Por Emma Graham-Harrison

KASHGAR (Reuters) - Dezoito "agitadores estrangeiros" foram detidos nesta terça-feira na região de Xinjiang, oeste da China, um dia após um ataque a bomba ter matado 16 policiais na área marcada por tensões. O local recebeu reforço na segurança, a três dias da abertura dos Jogos Olímpicos de Pequim.

Uma autoridade da região disse a repórteres que as pessoas presas nesta terça tinham ligação com outro incidente, ocorrido mais cedo, e não com o ataque da véspera.

Muitos moradores da cidade preferem não falar sobre o ataque, que o governo chinês chama de "suspeita de ataque terrorista", desferido por dois jovens da comunidade muçulmana uighur da região, que foram detidos no local.
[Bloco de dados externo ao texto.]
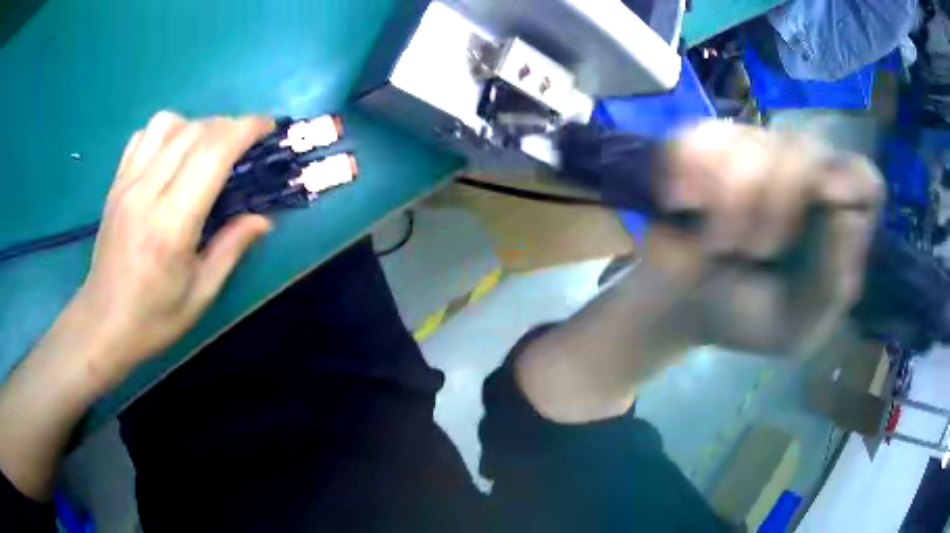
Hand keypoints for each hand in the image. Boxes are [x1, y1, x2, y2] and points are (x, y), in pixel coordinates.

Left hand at [73, 111, 273, 379]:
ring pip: (166, 123)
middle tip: (244, 146)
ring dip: (195, 125)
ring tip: (205, 149)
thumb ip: (231, 249)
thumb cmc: (153, 318)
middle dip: (228, 126)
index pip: (212, 153)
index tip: (267, 128)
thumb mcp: (200, 295)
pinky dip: (166, 132)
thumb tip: (263, 217)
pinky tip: (172, 154)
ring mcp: (126, 183)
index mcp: (171, 224)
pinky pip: (142, 136)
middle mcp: (147, 192)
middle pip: (194, 131)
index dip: (246, 129)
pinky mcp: (116, 184)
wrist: (102, 323)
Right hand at [651, 121, 883, 356]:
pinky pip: (703, 137)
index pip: (863, 178)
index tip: (822, 195)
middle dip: (775, 202)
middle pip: (805, 151)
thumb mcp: (796, 327)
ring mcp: (755, 149)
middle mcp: (803, 174)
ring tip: (717, 240)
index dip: (848, 178)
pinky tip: (683, 203)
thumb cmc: (745, 318)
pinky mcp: (706, 141)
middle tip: (753, 250)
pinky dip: (691, 171)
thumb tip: (846, 212)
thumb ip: (831, 284)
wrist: (682, 306)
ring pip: (753, 141)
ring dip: (731, 197)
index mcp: (835, 222)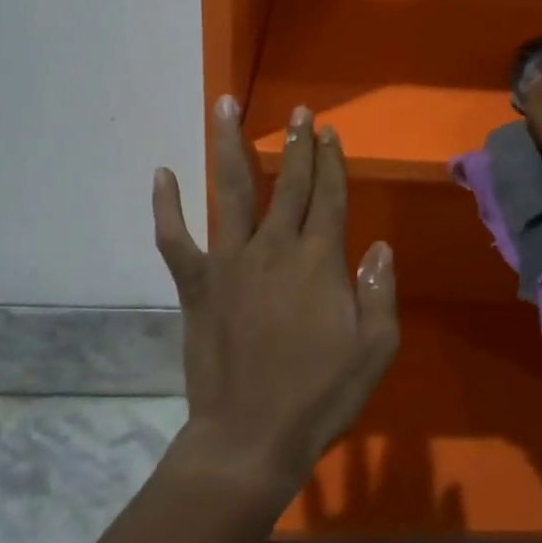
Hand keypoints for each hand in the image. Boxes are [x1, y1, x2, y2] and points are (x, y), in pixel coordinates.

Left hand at [151, 97, 400, 503]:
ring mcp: (230, 263)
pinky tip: (161, 173)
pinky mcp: (196, 286)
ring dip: (228, 145)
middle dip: (296, 144)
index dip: (332, 162)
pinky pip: (175, 239)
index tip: (330, 133)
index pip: (330, 196)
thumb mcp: (375, 348)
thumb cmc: (321, 395)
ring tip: (225, 105)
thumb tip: (379, 247)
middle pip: (287, 183)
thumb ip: (380, 291)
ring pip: (229, 191)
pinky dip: (165, 207)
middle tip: (300, 111)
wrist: (251, 437)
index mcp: (321, 260)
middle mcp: (275, 248)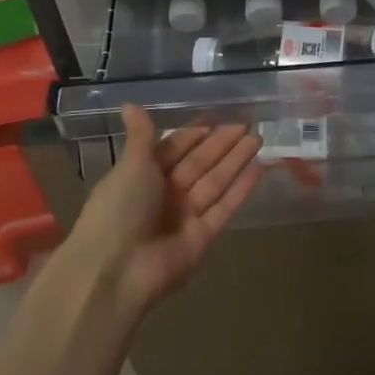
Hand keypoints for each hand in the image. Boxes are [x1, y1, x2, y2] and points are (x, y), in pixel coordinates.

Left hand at [66, 106, 261, 316]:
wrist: (115, 270)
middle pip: (200, 163)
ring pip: (216, 181)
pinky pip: (225, 208)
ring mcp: (186, 216)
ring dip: (237, 160)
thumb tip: (130, 103)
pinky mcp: (203, 237)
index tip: (217, 116)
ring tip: (259, 138)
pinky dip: (241, 190)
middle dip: (223, 143)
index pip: (175, 148)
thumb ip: (142, 136)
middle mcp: (165, 194)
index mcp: (143, 175)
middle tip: (249, 123)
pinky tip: (259, 169)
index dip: (195, 133)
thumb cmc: (118, 210)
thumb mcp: (130, 166)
A polícia parou e revistou todos os carros e ônibus que entravam na cidade -- localizada a cerca de 5.000 quilômetros a oeste de Pequim -- enquanto outros oficiais ficavam de guarda no hospital, onde policiais feridos no ataque estão sendo tratados, para prevenir que repórteres falem com os familiares das vítimas.

"Estamos com medo de que depois disso, as coisas fiquem ainda mais difíceis para os uighurs", disse um cliente do mercado principal da cidade que se identificou apenas pelo primeiro nome, Ibrahim. "Há muita tensão aqui."

Mas um vendedor de água uighur disse à Reuters que nem todos estão preocupados e insiste que a popular e turística Rota da Seda ainda é segura.

"Isso é só porque os Jogos estão próximos", disse ele. "Mas não se preocupe, isso não afeta gente comum com eu e você", disse o homem, que preferiu não informar seu nome.

O órgão de transportes de Xinjiang anunciou uma campanha regional para reafirmar a segurança para caminhões, ônibus e linhas de transporte.

"Toda a rede de transporte da região tem que estabelecer uma clara atmosfera de segurança e produtividade", reportou o site oficial de notícias regionais.